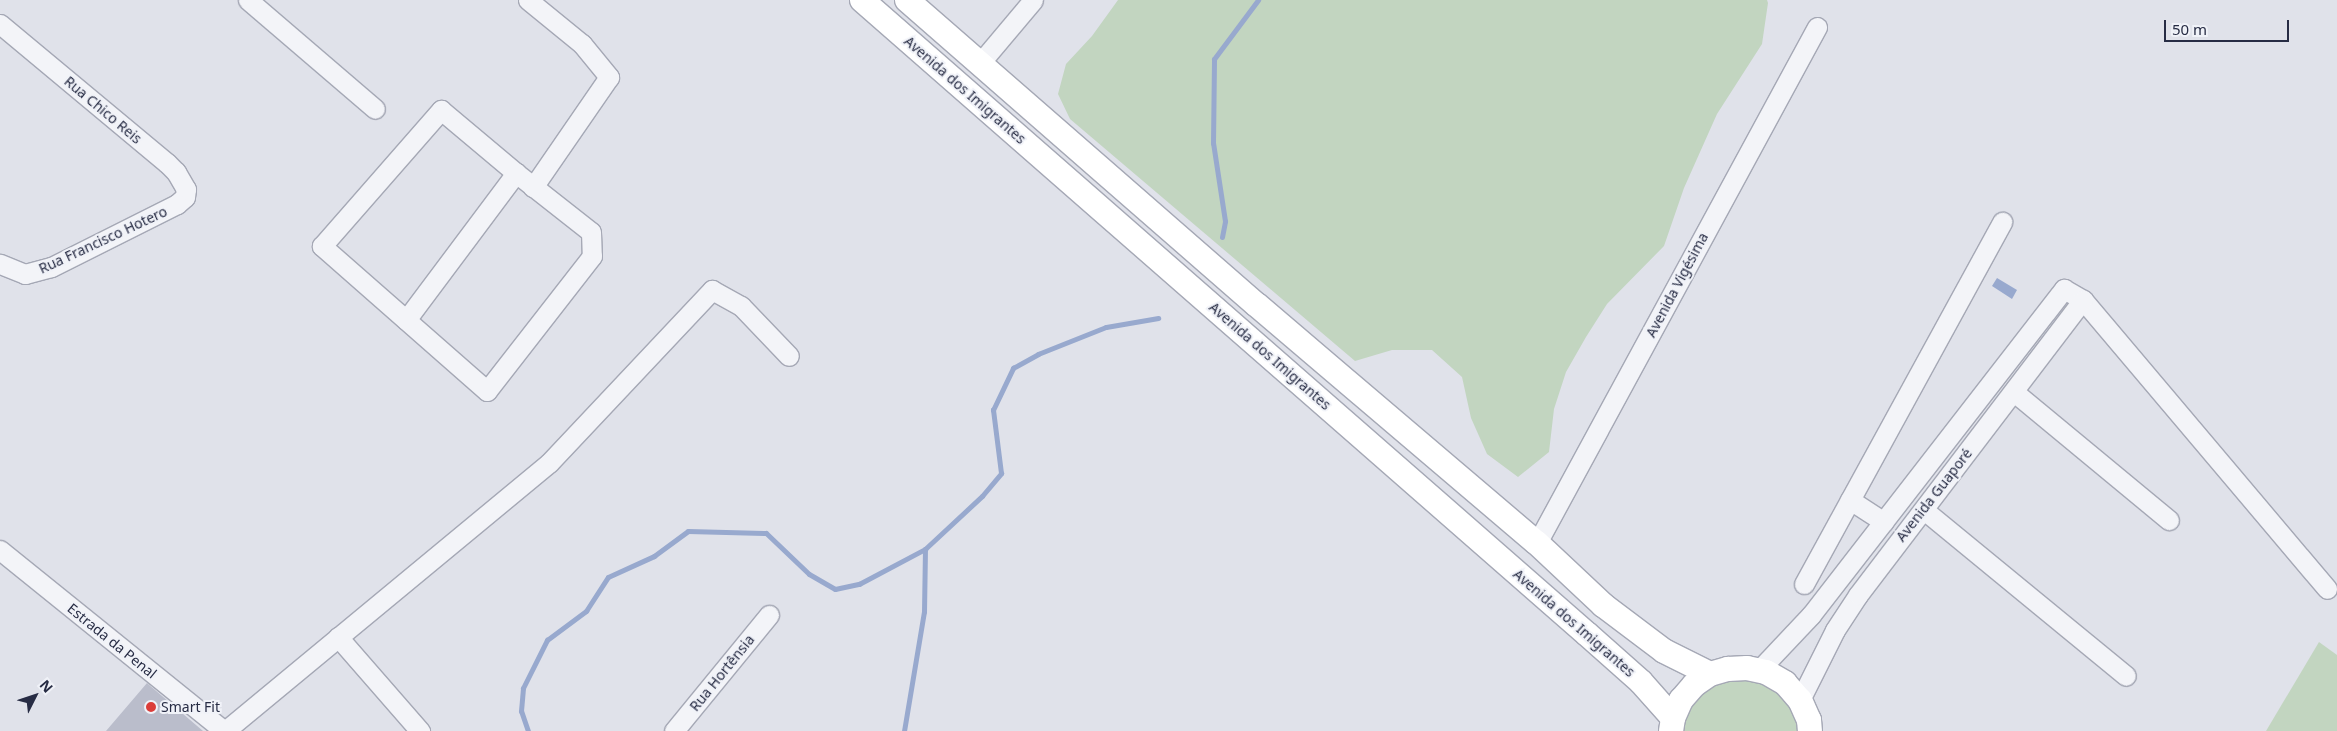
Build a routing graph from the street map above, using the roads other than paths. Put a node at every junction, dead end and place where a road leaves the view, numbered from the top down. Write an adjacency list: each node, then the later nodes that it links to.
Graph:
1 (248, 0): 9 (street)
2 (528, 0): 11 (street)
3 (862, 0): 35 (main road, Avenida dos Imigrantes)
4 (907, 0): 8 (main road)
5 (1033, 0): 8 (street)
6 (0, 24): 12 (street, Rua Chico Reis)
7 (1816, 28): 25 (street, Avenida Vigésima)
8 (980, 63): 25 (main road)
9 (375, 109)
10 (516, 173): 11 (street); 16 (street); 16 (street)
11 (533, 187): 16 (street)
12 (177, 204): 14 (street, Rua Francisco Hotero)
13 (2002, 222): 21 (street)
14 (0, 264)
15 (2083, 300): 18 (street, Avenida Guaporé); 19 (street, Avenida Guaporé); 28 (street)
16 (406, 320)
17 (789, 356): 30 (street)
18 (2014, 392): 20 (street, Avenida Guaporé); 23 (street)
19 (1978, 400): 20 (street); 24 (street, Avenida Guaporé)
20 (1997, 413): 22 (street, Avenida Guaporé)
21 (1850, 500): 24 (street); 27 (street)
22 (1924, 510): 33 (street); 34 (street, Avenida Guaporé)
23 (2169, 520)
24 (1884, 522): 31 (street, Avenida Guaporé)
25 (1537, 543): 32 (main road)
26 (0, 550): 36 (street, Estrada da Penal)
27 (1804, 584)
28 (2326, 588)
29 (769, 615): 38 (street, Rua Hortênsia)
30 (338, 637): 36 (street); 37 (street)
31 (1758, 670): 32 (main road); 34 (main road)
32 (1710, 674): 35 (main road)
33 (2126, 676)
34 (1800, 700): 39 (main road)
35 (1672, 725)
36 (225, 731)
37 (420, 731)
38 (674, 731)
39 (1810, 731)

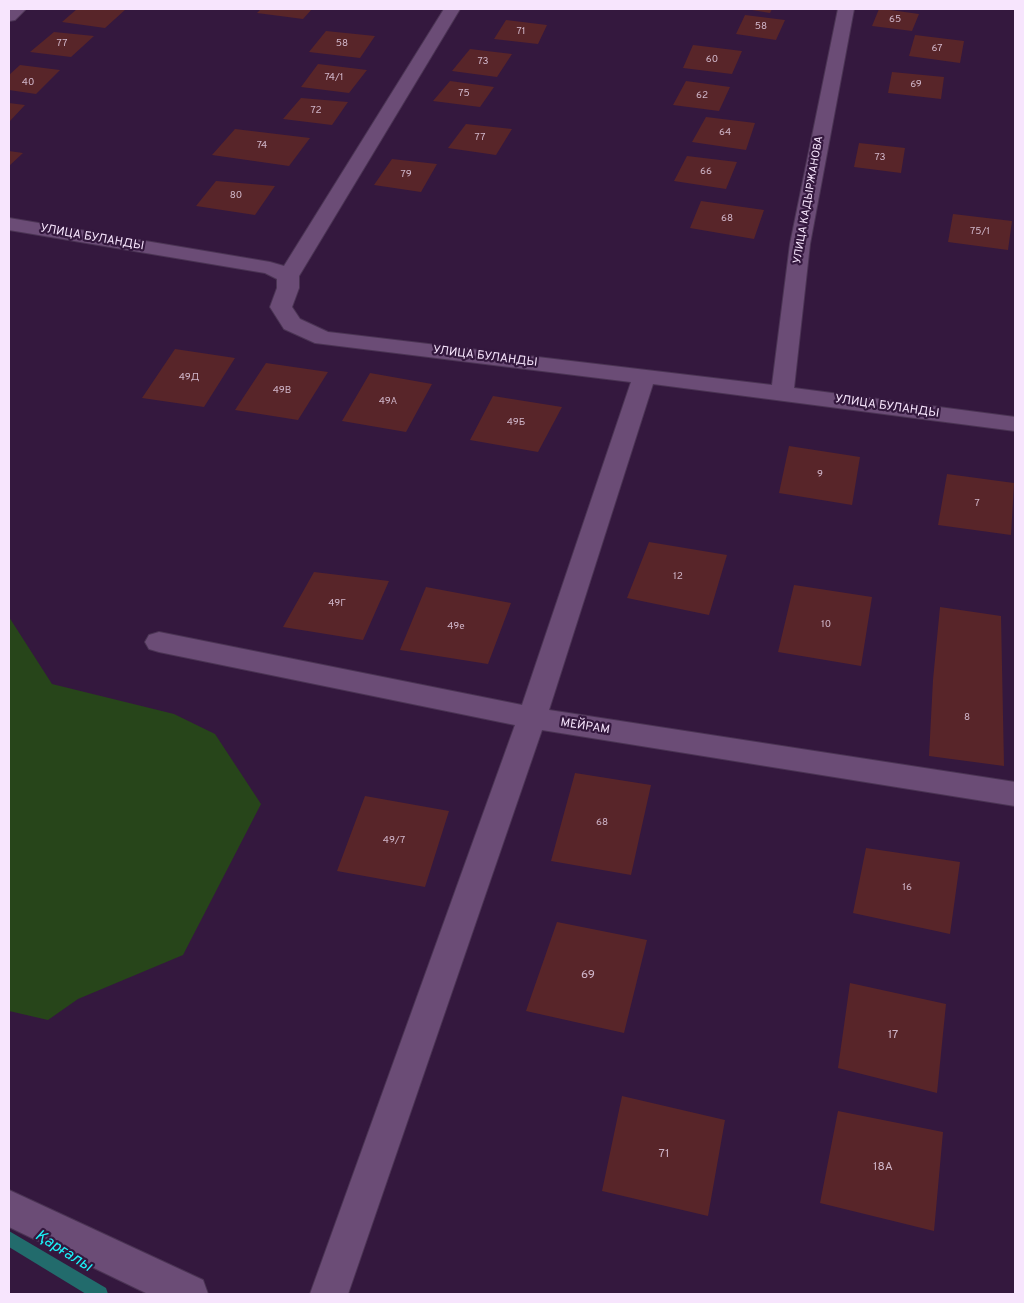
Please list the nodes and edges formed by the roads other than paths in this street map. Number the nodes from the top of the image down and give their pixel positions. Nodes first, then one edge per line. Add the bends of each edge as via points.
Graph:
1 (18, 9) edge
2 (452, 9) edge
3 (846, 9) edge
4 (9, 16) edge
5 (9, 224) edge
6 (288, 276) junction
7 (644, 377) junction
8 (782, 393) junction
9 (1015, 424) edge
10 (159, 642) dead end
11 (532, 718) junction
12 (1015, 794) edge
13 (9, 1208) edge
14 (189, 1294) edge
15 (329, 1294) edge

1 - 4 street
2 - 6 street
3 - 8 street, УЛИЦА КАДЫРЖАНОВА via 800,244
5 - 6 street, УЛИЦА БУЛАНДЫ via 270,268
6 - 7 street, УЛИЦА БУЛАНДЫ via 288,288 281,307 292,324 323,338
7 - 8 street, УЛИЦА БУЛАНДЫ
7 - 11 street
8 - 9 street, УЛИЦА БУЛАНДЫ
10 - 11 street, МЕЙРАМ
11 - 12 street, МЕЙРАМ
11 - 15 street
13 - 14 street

ACTION ITEM:
All lines in the listing above that contain "from" should be shown.

RESPONSE:
Build a routing graph from the street map above, using the roads other than paths. Put a node at every junction, dead end and place where a road leaves the view, numbered from the top down. Write an adjacency list: each node, then the later nodes that it links to.
Please list the nodes and edges formed by the roads other than paths in this street map. Number the nodes from the top of the image down and give their pixel positions. Nodes first, then one edge per line. Add the bends of each edge as via points.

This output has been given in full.